Depuis deux mois, six vaccins sont en circulation, mais les dominants occidentaux ne parlent que de trois, ceux de Pfizer (USA), Moderna (USA) et Astra-Zeneca (Royaume-Uni et Suède). Les autres vaccins, déjà administrés en millions de doses dans différents pays du monde, sont le Spoutnik V russe, le Sinovac chinois et le Soberana cubain. Cuba, tout comme la Chine, a confirmé être prête à distribuer gratuitement le vaccin dans le monde entier. Eh bien, ces vaccins sont ignorés, voire dénigrés, parce qu’aux yeux des dominants, ils ne présentent pas les garanties scientifiques de sécurité nécessaires. La lutte contre la pandémie de Covid-19 est conçue et ainsi promue au sein des groupes forts des pays de l’économie dominante.

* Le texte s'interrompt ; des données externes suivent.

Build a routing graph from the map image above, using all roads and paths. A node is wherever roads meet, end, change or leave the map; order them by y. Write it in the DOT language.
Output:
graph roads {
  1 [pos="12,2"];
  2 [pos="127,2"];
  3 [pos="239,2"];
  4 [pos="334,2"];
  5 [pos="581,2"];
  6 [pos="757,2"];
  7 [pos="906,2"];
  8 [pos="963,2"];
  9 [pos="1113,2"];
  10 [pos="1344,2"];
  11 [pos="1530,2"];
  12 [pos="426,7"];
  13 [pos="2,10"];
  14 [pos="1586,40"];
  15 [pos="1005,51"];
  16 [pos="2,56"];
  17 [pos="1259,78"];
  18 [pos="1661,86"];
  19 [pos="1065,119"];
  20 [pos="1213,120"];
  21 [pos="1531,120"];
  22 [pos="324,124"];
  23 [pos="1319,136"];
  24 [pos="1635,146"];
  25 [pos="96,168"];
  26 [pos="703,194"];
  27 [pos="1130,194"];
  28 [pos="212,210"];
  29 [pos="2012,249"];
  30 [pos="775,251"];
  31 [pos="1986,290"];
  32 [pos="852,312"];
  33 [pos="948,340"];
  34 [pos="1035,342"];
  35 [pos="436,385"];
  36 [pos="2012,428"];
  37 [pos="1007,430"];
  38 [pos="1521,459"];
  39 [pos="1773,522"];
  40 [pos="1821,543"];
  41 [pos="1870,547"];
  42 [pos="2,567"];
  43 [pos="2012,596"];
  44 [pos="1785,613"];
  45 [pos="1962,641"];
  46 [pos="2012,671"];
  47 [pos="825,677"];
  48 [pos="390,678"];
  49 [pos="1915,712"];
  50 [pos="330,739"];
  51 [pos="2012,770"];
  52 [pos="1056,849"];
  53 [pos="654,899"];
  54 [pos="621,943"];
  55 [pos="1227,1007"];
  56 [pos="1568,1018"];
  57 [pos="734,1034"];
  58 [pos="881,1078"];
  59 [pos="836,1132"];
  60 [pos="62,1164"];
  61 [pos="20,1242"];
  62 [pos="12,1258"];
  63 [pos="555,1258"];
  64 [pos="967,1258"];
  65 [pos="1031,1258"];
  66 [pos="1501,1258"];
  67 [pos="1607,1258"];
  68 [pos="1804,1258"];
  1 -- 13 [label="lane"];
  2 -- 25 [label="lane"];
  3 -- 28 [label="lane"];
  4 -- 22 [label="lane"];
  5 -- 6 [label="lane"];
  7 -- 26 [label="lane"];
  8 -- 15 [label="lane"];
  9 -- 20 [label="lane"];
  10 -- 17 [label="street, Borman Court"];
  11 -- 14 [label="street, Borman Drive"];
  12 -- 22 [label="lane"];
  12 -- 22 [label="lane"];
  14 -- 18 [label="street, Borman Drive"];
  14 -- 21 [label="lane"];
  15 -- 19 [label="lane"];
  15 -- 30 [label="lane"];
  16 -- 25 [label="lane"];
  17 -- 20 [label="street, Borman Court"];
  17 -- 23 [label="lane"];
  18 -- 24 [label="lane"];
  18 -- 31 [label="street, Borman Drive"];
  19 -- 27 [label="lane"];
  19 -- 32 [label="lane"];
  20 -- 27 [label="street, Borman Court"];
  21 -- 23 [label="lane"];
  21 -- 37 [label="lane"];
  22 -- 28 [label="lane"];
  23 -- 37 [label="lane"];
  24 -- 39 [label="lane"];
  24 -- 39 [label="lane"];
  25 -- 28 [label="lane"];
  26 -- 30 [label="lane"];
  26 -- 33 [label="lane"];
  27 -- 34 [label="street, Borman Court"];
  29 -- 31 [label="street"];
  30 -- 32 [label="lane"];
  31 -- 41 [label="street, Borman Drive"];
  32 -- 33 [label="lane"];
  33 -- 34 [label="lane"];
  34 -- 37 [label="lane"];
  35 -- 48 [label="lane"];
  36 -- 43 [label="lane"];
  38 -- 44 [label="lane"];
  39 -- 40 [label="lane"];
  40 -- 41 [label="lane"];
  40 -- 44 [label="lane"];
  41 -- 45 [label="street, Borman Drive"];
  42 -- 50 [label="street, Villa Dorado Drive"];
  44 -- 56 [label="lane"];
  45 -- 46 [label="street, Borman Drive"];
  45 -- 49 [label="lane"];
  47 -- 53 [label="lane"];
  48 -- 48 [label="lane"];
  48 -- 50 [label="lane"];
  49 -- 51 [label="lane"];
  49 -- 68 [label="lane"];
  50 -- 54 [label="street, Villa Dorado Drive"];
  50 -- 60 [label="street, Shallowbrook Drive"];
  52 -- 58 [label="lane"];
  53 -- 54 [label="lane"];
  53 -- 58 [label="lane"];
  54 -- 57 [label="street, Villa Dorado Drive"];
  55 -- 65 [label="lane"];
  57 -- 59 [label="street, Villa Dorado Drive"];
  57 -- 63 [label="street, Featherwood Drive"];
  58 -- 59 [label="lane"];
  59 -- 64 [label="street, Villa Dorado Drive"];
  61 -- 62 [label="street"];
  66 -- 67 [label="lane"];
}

Au début, il y avait plus de 200 projets de vaccins. Aujourd’hui, il n’en reste plus qu’une douzaine. La logique est claire. Pour être rentable sur les marchés mondiaux, il faut qu’il y ait peu de vaccins. En concurrence les uns avec les autres, certains pouvoirs publics ont acheté des milliards de doses, avec des milliards de dollars payés d’avance. Et ce, même après avoir abondamment financé les dépenses de la recherche fondamentale et appliquée publique et privée pour la conception et le développement des vaccins par les entreprises privées.

Assez d’hypocrisie !

Ceux qui ont affirmé que « personne ne sera laissé pour compte » doivent abandonner la subordination de la concrétisation du droit à la santé à la condition mercantile de payer un prix de marché imposé par les entreprises et de remplacer le principe d’équité par le principe de justice. Les pouvoirs publics doivent favoriser une coopération et un partage forts des connaissances et des technologies au service du bien-être de tous les habitants de la terre.

La suspension provisoire de l’application des règles en matière de brevets dans le domaine des vaccins jusqu’à ce que l’immunité collective de la population mondiale contre la Covid-19 soit atteinte est une proposition raisonnable, conforme aux dispositions du traité ADPIC de l’Organisation mondiale du commerce.

Dans le système actuel, les règles de l’OMC, une organisation indépendante des Nations unies et dominée par les grandes puissances commerciales, industrielles et financières, notamment privées, prévalent, même dans le domaine de la santé, sur les dispositions de l’Organisation Mondiale de la Santé. Pour le système dominant, c’est tout à fait « normal », « logique », que le business (les « lois » du marché) compte plus que la santé des gens.

Le premier ministre italien Conte et la chancelière allemande Merkel ont été parmi les dirigeants politiques occidentaux les plus francs à soutenir l’argument selon lequel les vaccins anti-Covid-19 devraient être des biens publics. C’est pourquoi nous demandons, en tant que citoyens, aux gouvernements italien et allemand d’être cohérents avec leurs déclarations et de donner mandat à leurs représentants officiels dans l’UE pour approuver, lors du prochain Conseil général de l’OMC en mars, la résolution en faveur de la suspension provisoire des règles en matière de brevets dans le domaine des vaccins.

À l’heure actuelle, la proposition de suspension provisoire a reçu le soutien de plus de 120 pays membres sur les 162 de l’OMC.

Riccardo Petrella

Titulaire d’un doctorat en Sciences politiques et sociales, et du doctorat honoris causa de huit universités : Suède, Danemark, Belgique (x2), Canada, France (x2) et Argentine. Professeur émérite de l’Université catholique de Louvain (Belgique) ; Président de l’Institut européen de recherche sur la politique de l’eau (IERPE) à Bruxelles (www.ierpe.eu). Président de "l’Université du Bien Commun" (UBC), association à but non lucratif active à Anvers (Belgique) et à Sezano (VR-Italie). De 1978 à 1994, il a dirigé le département FAST, Forecasting and Assessment in Science and Technology à la Commission de la Communauté européenne à Bruxelles, et en 2005-2006, il a été Président de l’Aqueduc de la région de Puglia (Italie). Il est l’auteur de nombreux ouvrages sur l’économie et les biens communs.